Color Management and Calibration - True color matching ever possible?
4 January 2004
Many programs and tools are sold today which claim to 'calibrate' and 'manage' your monitor, printer, scanner, and other output devices more accurately than before. One of the benefits often advertised is that 'what you print will look like what you see on the monitor'.
To 'calibrate' a device is to measure the output of color when given a known input value, and to record the difference for future reference. Thus, if the computer wants to produce a very dark blue, but the monitor produces a slightly lighter blue, the 'calibration' will make a note of this difference.

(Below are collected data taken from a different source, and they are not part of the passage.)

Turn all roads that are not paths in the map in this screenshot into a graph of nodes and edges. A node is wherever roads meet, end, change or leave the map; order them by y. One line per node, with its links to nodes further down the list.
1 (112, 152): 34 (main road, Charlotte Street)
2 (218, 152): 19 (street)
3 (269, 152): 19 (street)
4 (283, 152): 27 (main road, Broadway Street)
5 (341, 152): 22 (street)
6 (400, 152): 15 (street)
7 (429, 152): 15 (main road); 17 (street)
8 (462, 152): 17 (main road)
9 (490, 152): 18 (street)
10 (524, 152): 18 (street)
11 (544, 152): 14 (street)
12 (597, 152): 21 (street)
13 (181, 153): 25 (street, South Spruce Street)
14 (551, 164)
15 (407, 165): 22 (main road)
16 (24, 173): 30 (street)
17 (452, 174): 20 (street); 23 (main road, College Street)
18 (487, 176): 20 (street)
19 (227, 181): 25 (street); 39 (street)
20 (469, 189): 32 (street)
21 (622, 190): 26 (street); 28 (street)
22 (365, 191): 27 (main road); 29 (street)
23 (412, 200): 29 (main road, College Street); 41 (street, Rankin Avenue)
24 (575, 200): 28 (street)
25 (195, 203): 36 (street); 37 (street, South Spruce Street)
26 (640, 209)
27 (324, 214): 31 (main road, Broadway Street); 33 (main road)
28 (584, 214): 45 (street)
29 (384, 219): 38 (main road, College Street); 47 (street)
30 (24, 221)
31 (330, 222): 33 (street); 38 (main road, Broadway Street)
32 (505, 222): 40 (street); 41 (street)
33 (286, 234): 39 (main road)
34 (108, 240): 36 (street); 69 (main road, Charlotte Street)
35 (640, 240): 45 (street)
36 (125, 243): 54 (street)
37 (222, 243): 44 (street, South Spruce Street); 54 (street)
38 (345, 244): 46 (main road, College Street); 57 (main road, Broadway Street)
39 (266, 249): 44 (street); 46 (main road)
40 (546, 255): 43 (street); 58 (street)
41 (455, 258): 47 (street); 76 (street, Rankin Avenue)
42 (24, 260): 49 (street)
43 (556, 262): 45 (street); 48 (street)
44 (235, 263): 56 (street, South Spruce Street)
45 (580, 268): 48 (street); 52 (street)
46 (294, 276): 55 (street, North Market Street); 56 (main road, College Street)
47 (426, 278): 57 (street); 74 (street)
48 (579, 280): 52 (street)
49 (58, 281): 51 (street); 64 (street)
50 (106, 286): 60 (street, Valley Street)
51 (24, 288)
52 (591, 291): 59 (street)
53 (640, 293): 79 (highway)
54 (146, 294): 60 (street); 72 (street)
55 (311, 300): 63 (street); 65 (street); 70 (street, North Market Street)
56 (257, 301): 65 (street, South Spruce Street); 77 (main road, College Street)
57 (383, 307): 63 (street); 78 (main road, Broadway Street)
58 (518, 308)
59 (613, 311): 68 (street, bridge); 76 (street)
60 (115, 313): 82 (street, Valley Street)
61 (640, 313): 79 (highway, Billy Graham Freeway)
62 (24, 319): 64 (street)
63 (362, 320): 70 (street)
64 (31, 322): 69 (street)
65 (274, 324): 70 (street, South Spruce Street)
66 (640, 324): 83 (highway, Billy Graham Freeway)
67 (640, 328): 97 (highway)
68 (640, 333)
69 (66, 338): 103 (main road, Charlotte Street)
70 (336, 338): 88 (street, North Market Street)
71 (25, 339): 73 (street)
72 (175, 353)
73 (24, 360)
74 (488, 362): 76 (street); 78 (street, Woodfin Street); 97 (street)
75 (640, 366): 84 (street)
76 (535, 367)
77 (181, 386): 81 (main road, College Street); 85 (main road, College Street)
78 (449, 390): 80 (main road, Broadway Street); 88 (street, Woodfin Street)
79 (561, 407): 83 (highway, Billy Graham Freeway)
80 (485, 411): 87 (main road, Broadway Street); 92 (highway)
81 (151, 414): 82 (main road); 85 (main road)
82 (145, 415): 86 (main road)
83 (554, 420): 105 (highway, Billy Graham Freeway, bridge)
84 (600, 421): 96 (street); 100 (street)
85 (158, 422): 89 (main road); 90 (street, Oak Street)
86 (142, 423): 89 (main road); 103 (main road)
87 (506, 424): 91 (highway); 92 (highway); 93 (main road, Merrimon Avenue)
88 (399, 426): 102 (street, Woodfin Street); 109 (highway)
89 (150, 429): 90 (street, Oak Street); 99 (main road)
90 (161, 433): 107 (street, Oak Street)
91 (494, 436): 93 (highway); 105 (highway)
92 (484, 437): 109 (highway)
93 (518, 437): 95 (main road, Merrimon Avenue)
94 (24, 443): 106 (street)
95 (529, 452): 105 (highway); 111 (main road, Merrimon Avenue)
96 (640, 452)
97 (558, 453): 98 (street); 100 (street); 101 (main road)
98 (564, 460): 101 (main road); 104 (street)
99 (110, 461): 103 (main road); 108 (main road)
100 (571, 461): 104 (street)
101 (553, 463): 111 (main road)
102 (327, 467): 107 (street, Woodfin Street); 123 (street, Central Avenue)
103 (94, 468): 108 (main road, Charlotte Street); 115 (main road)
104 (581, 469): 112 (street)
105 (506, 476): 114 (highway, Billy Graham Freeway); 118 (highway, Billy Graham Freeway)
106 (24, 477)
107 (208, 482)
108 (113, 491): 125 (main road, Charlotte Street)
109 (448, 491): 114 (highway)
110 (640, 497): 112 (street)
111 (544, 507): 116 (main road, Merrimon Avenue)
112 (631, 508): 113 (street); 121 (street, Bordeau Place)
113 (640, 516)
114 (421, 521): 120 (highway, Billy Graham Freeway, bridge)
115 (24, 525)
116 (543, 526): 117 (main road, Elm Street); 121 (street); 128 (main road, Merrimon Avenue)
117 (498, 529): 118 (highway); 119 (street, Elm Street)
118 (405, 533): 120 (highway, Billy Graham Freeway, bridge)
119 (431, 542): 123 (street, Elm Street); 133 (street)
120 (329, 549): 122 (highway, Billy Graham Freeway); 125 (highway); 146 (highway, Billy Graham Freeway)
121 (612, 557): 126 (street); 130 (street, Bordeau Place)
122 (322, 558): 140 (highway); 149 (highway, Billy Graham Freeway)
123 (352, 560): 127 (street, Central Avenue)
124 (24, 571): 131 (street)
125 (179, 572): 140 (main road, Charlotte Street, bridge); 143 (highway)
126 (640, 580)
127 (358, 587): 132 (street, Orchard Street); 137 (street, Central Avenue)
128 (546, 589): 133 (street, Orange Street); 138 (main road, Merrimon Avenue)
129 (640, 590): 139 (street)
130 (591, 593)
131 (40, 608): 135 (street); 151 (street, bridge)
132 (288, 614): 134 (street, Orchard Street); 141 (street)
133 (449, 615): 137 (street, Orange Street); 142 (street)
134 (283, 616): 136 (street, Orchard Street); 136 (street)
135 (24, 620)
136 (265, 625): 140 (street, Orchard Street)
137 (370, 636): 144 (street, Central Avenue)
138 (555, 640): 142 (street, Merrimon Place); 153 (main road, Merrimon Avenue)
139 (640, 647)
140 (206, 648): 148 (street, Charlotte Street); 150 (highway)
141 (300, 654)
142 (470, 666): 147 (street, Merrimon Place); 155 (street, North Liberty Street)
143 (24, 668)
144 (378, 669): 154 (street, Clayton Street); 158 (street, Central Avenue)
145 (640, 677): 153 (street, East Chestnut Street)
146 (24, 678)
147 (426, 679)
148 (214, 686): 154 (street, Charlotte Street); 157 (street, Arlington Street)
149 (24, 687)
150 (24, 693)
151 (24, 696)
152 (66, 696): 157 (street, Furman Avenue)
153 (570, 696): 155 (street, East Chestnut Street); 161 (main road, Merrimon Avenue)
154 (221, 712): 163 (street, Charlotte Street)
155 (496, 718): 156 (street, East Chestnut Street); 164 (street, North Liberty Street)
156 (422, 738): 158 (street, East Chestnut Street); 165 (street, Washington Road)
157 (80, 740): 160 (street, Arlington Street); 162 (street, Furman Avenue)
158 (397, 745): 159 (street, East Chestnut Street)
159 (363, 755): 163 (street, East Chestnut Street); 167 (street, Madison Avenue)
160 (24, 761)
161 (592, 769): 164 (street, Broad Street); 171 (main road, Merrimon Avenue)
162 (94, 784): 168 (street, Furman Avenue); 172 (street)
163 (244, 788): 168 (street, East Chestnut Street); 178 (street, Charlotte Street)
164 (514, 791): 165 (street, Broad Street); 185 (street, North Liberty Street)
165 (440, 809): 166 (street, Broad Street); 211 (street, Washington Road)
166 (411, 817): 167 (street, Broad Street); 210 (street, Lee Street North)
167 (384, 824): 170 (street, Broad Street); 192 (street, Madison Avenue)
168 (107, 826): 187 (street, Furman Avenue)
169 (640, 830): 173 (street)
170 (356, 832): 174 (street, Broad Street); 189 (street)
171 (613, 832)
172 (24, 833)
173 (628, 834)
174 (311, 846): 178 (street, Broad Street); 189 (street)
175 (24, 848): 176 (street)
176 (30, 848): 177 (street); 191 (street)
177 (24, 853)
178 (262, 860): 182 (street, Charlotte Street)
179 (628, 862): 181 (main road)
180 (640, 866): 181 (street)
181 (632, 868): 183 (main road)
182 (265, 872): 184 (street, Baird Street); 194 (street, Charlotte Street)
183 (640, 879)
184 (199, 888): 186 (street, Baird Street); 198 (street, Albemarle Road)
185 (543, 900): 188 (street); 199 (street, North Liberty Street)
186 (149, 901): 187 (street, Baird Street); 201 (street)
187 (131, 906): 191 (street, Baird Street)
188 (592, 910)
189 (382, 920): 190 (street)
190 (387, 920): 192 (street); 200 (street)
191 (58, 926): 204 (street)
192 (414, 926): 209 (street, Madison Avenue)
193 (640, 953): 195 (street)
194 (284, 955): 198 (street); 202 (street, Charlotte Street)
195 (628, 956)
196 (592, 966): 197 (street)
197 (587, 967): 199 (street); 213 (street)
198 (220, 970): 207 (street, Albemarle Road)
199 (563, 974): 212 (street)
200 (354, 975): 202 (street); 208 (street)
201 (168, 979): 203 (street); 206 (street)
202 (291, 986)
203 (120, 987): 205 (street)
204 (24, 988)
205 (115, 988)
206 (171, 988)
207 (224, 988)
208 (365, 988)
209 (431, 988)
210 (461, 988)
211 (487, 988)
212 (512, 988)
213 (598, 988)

To 'manage' a device is to make sure it produces colors as close as possible to what is being requested of it. Thus, following the case above, if the computer knows the monitor produces a lighter blue than it is told to, the computer will 'adjust' for this difference by sending an even darker blue to produce, one which will look as close to the correct value of blue as possible.

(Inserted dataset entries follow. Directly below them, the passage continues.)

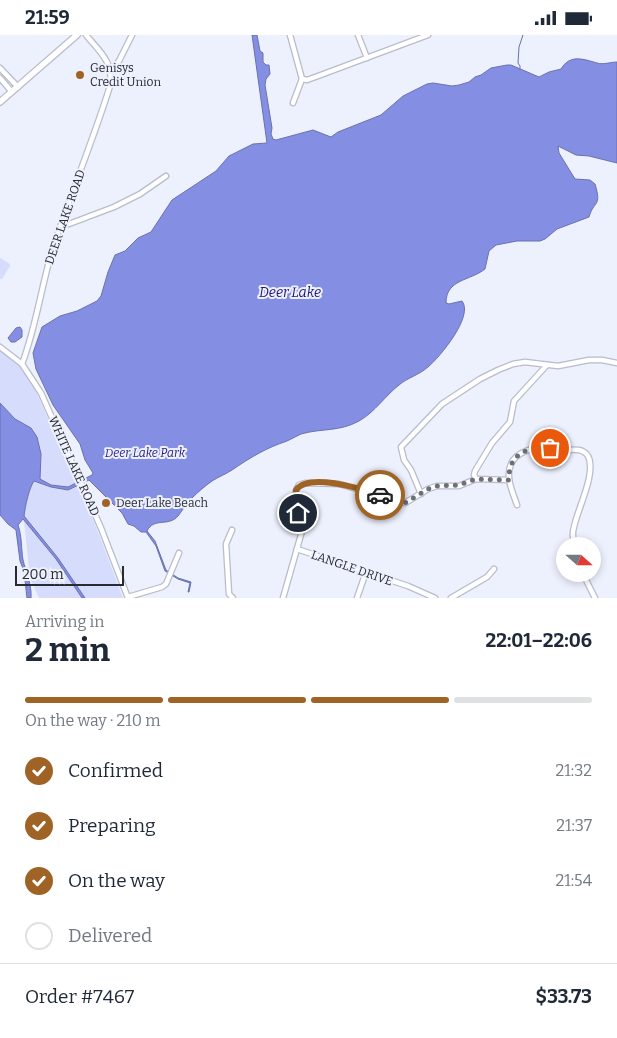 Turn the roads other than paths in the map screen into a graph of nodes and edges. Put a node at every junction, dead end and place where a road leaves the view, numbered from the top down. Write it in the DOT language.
graph roads {
  1 [pos="77,35"];
  2 [pos="86,35"];
  3 [pos="132,35"];
  4 [pos="290,35"];
  5 [pos="358,35"];
  6 [pos="428,35"];
  7 [pos="367,58"];
  8 [pos="0,67"];
  9 [pos="111,70"];
  10 [pos="0,78"];
  11 [pos="302,79"];
  12 [pos="18,87"];
  13 [pos="12,92"];
  14 [pos="0,102"];
  15 [pos="292,103"];
  16 [pos="166,176"];
  17 [pos="62,223"];
  18 [pos="0,347"];
  19 [pos="617,363"];
  20 [pos="22,364"];
  21 [pos="547,365"];
  22 [pos="476,479"];
  23 [pos="509,480"];
  24 [pos="421,494"];
  25 [pos="517,505"];
  26 [pos="232,529"];
  27 [pos="574,537"];
  28 [pos="297,549"];
  29 [pos="179,553"];
  30 [pos="494,569"];
  31 [pos="366,572"];
  32 [pos="588,583"];
  33 [pos="128,597"];
  34 [pos="233,598"];
  35 [pos="283,598"];
  36 [pos="356,598"];
  37 [pos="435,598"];
  38 [pos="451,598"];
  39 [pos="595,598"];
  1 -- 12 [label="main road"];
  2 -- 9 [label="street"];
  3 -- 9 [label="street, DEER LAKE ROAD"];
  4 -- 11 [label="street"];
  5 -- 7 [label="street"];
  6 -- 7 [label="street"];
  7 -- 11 [label="street"];
  8 -- 12 [label="street"];
  9 -- 17 [label="street, DEER LAKE ROAD"];
  10 -- 13 [label="street"];
  11 -- 15 [label="street"];
  12 -- 13 [label="main road"];
  13 -- 14 [label="main road"];
  16 -- 17 [label="street"];
  17 -- 20 [label="street, DEER LAKE ROAD"];
  18 -- 20 [label="street, WHITE LAKE ROAD"];
  19 -- 21 [label="street"];
  20 -- 33 [label="street, WHITE LAKE ROAD"];
  21 -- 22 [label="street"];
  21 -- 24 [label="street"];
  22 -- 23 [label="street"];
  22 -- 24 [label="street"];
  23 -- 25 [label="street"];
  23 -- 27 [label="street"];
  24 -- 28 [label="street"];
  26 -- 34 [label="street"];
  28 -- 31 [label="street, LANGLE DRIVE"];
  28 -- 35 [label="street"];
  29 -- 33 [label="street"];
  30 -- 38 [label="street"];
  31 -- 36 [label="street"];
  31 -- 37 [label="street, LANGLE DRIVE"];
  32 -- 39 [label="street"];
}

Quite sadly, no product on this planet in existence today can properly match what you see in print vs. what you see on the monitor. This is not a fault of the products, but instead physical, absolute reality -- the printer can make colors that no monitor can produce; the monitor can produce colors that no printer can produce.
This means, quite simply, that if you want a product to help you match what you see on the screen to the print exactly, you can't.

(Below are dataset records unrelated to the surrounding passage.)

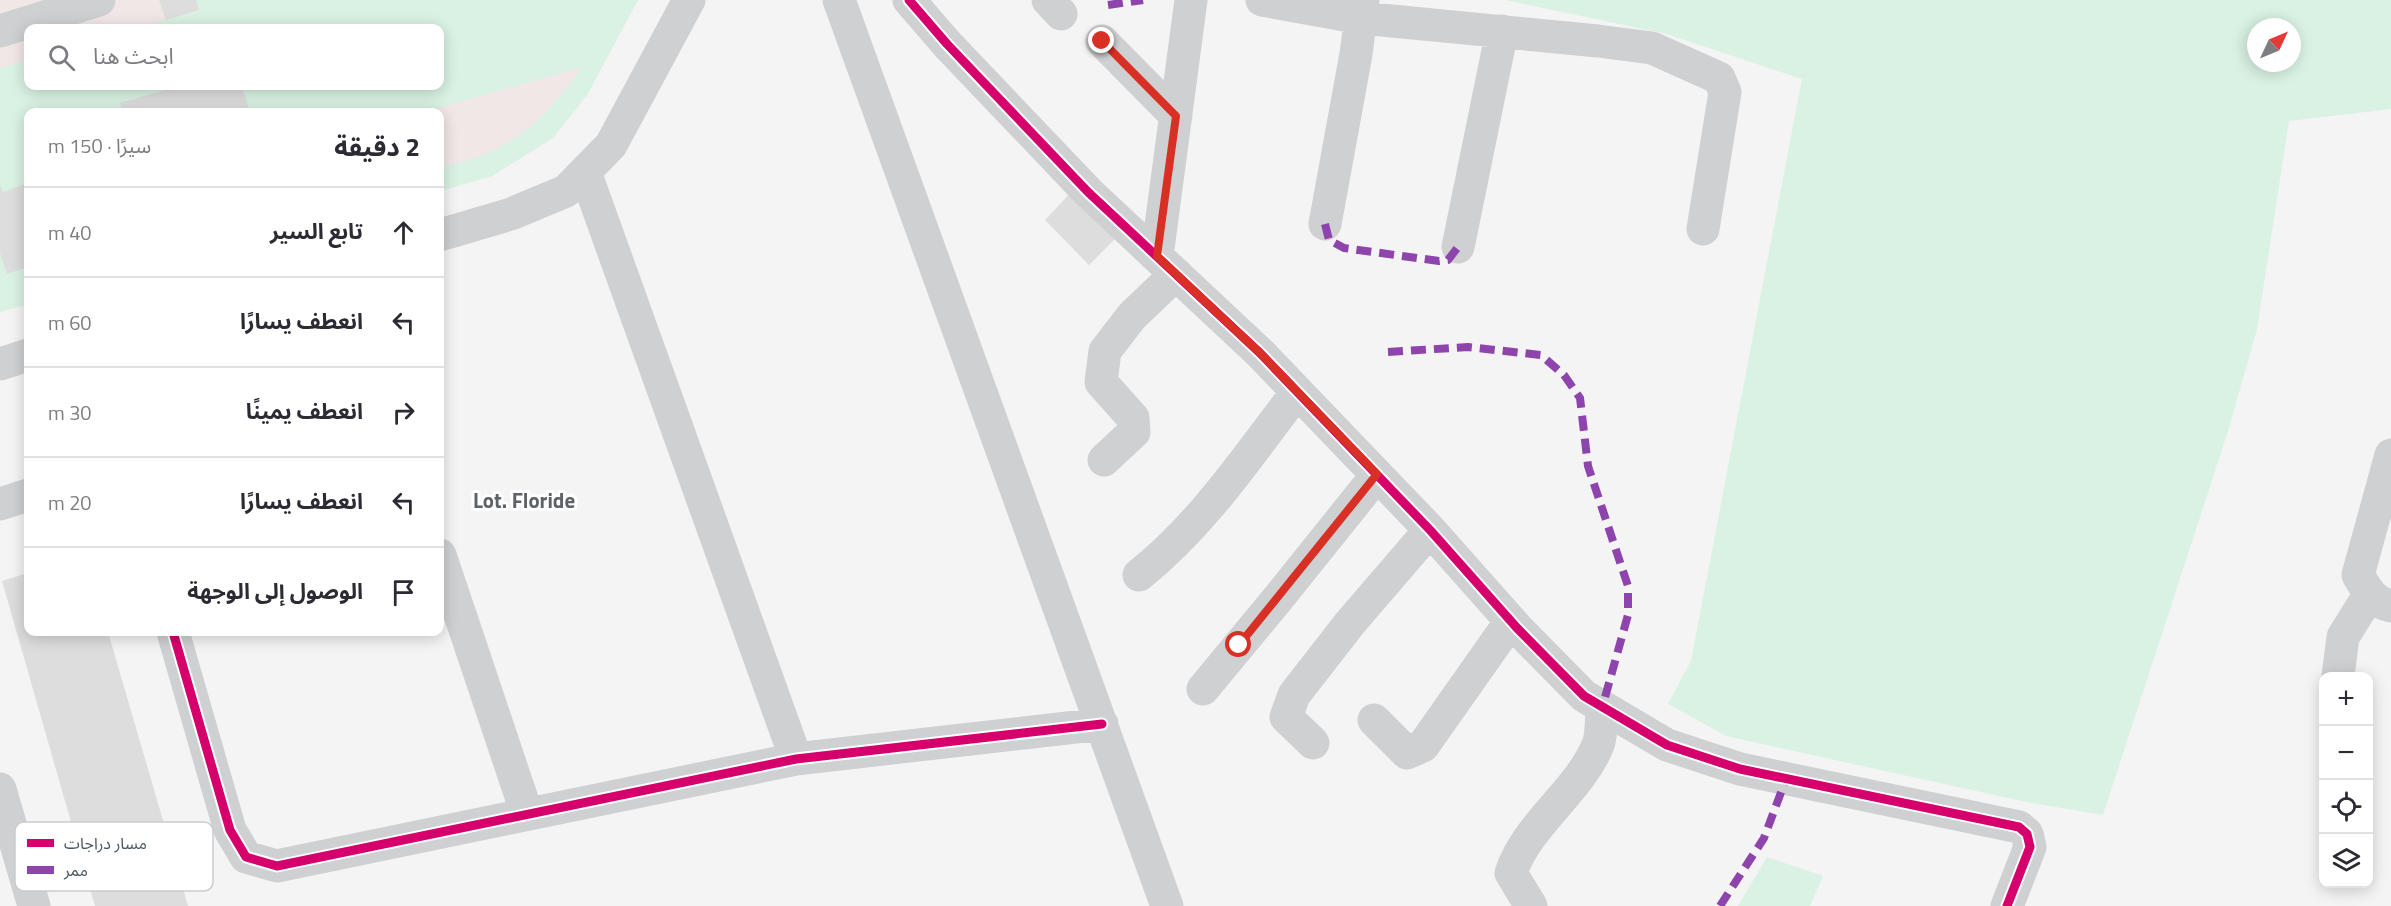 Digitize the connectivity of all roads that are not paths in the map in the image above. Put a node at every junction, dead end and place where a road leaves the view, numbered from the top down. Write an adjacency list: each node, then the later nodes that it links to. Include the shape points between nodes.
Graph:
1 (99, 0): 8 (street)
2 (688, 0): 12 (street, via 611,146)
3 (838, 0): 36 (street)
4 (909, 0): 17 (street, via 1088,192)
5 (1191, 0): 11 (street)
6 (1262, 0): 7 (street)
7 (1362, 9): 9 (street); 13 (street)
8 (0, 31)
9 (1502, 31): 14 (street, via 1652,48 1719,78 1725,92); 16 (street)
10 (1102, 41): 11 (street)
11 (1176, 116): 17 (street)
12 (585, 172): 15 (street, via 566,191 511,214); 38 (street)
13 (1325, 224)
14 (1703, 229)
15 (444, 235)
16 (1458, 247)
17 (1166, 265): 20 (street); 22 (street, via 1105,351 1101,382 1133,418 1134,432)
18 (24, 356): 19 (street)
19 (0, 364)
20 (1297, 392): 23 (street); 28 (street, via 1214,501 1165,554)
21 (2391, 455): 29 (street, via 2358,575)
22 (1104, 459)
23 (1377, 474): 26 (street); 33 (street)
24 (24, 496): 25 (street)
25 (0, 504)
26 (1430, 530): 30 (street); 37 (street, via 1294,695 1286,717)
27 (444, 567): 40 (street)
28 (1139, 575)
29 (2380, 601): 32 (street, via 2343,637)
30 (1511, 621): 34 (street, via 1584,696); 35 (street, via 1424,746 1407,753)
31 (174, 636): 40 (street, via 230,830 246,857 277,866)
32 (2339, 672)
33 (1203, 688)
34 (1602, 708): 46 (street, via 1599,743 1583,772 1518,854 1511,873); 47 (street, via 1667,746 1740,769 2019,827 2027,834 2030,848)
35 (1374, 720)
36 (1102, 724): 38 (street); 45 (street)
37 (1313, 743)
38 (796, 759): 40 (street)
39 (0, 789): 41 (street)
40 (527, 814)
41 (9, 848): 42 (street)
42 (15, 862)
43 (28, 891): 44 (street)
44 (34, 906)
45 (1167, 906)
46 (1531, 906)
47 (2007, 906)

This does not mean you cannot use a color calibration & management tool to help you match and edit colors. Rather, you must still use your judgement to adjust what you see on the screen to what you want to print.
Color calibration does produce the benefit where you can rely on a stable, consistent output where images viewed on it don't look too pink one day, then too blue another day. In commerical press applications where thousands of books and publications must be printed to match in color, color management and calibration products are a must.
BUT, for the home consumer today, such devices are not necessary, and the marginal benefits are usually not worth the hundreds of dollars spent on the products and time required to use them.
Simple! The introduction of sRGB gamut, LCD monitors, and sRGB calibrated scanners, printers, and monitors.
The most critical device is the monitor. If you see something with a slight color cast on a monitor, your eye quickly adjusts for this and you soon lose awareness of this color cast. (You can try this by looking at a white piece of paper indoors, then walking outdoors into bright sunlight and noting the color of the paper with a slight color cast in the first few moments.)
Luckily, almost all LCD montiors today are calibrated to the sRGB color gamut, and even without further calibration and management, they closely match the expected colors (usually with 90-95%+ accuracy, even for cheap LCD monitors). If you use a LCD monitor, you can expect most colors to be true and accurate to your images (usually, digital camera images and scanner scans that also use the sRGB gamut).
Because the print color gamut and monitor color gamut will physically never match, you won't see significant improvements by using a 3rd party color calibration and management device, and you could achieve excellent print results on your own - since in either case, you still must make the subjective judgement regarding how you must adjust what you see on the screen to produce the print you would like.